PROBLEM DESCRIPTION: Only the text of the records belongs in the answer, copied exactly and without pictures.

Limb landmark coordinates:
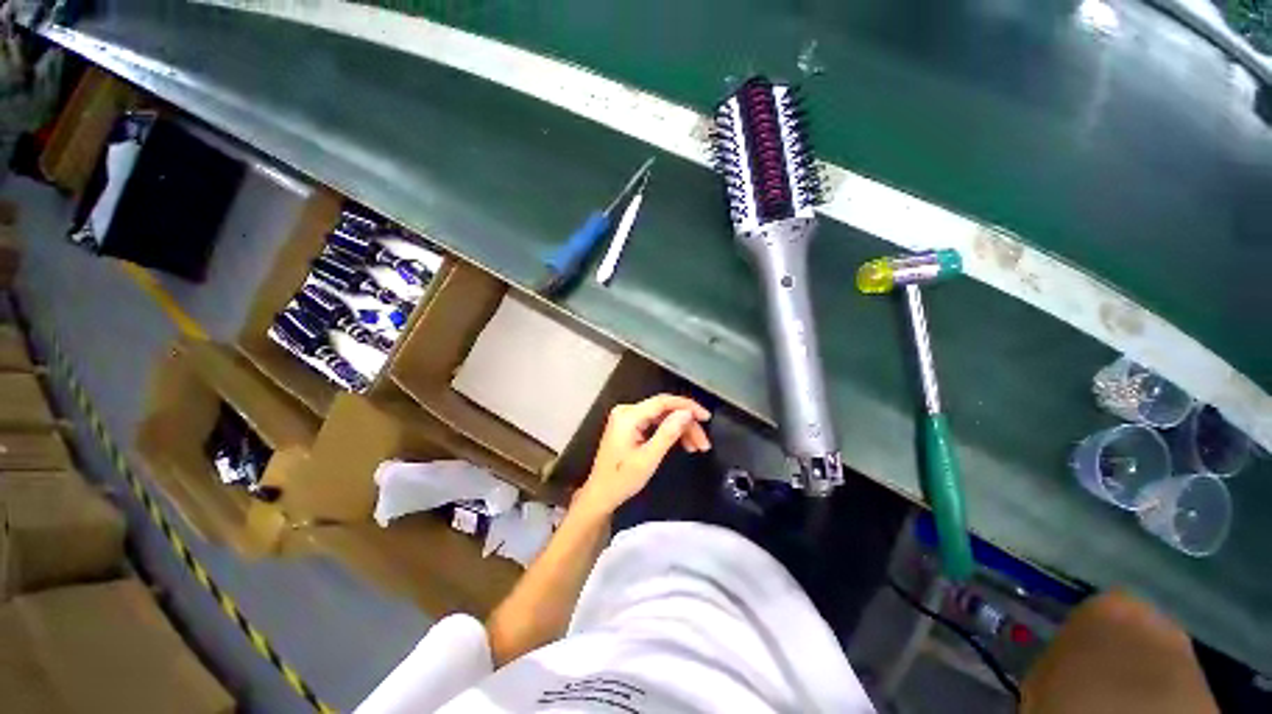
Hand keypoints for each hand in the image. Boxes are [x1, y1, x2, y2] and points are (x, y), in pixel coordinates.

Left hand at [575, 395, 711, 515]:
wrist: (600, 495)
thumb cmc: (622, 480)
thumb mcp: (648, 458)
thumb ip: (668, 433)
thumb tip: (687, 413)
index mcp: (628, 415)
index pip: (663, 402)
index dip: (687, 406)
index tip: (706, 417)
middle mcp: (627, 411)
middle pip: (664, 410)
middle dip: (686, 424)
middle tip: (703, 443)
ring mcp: (627, 418)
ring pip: (662, 416)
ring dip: (680, 429)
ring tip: (697, 447)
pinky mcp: (629, 426)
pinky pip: (655, 423)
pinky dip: (669, 432)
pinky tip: (682, 444)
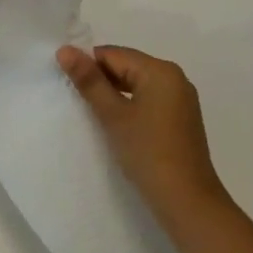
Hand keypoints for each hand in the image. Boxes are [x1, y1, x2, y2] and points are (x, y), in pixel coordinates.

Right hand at [57, 45, 230, 226]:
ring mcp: (181, 99)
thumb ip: (89, 81)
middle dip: (101, 78)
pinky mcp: (181, 118)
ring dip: (114, 93)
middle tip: (74, 98)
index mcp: (160, 70)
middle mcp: (175, 77)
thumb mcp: (114, 115)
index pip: (114, 54)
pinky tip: (115, 122)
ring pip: (137, 84)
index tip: (65, 81)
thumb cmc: (148, 153)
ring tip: (90, 111)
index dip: (87, 64)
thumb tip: (65, 50)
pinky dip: (130, 105)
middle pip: (127, 66)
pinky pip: (149, 99)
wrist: (188, 203)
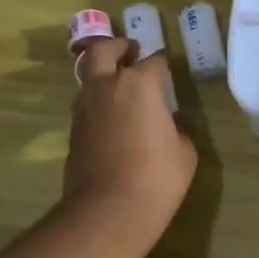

ANSWER TO THIS TASK:
Hand keypoints for each hand in the image. Boxes are [x1, y1, x2, y2] and points are (x, y), in pixel coordinates.

Left hand at [575, 395, 711, 515]:
wrist: (600, 495)
thumb cmc: (622, 480)
thumb mcp: (648, 458)
thumb ip: (668, 433)
thumb tip: (687, 413)
index mcp: (628, 415)
index pip: (663, 402)
index dip: (687, 406)
index tip: (706, 417)
middle mcp: (627, 411)
middle pip: (664, 410)
middle dip: (686, 424)
middle tip: (703, 443)
ring mcp: (627, 418)
ring pip: (662, 416)
ring dip: (680, 429)
ring tip: (697, 447)
pinky mcp: (629, 426)
pinky pip: (655, 423)
pinky dip: (669, 432)
pinky tip: (682, 444)
Hand keypoints for each hand in the image. Boxes are [x1, y1, x2, y2] and points are (x, y), in pixel coordinates.

Right hand at [57, 45, 230, 226]:
ring mcp: (181, 99)
thumb ip: (89, 81)
middle dip: (101, 78)
pinky mcp: (181, 118)
ring dip: (114, 93)
middle tip: (74, 98)
index mcp: (160, 70)
middle mcp: (175, 77)
thumb mcp: (114, 115)
index pip: (114, 54)
pinky tip: (115, 122)
ring pip: (137, 84)
index tip: (65, 81)
thumb cmc: (148, 153)
ring tip: (90, 111)
index dip: (87, 64)
thumb tip: (65, 50)
pinky dip: (130, 105)
middle pip: (127, 66)
pinky pip: (149, 99)
wrist: (188, 203)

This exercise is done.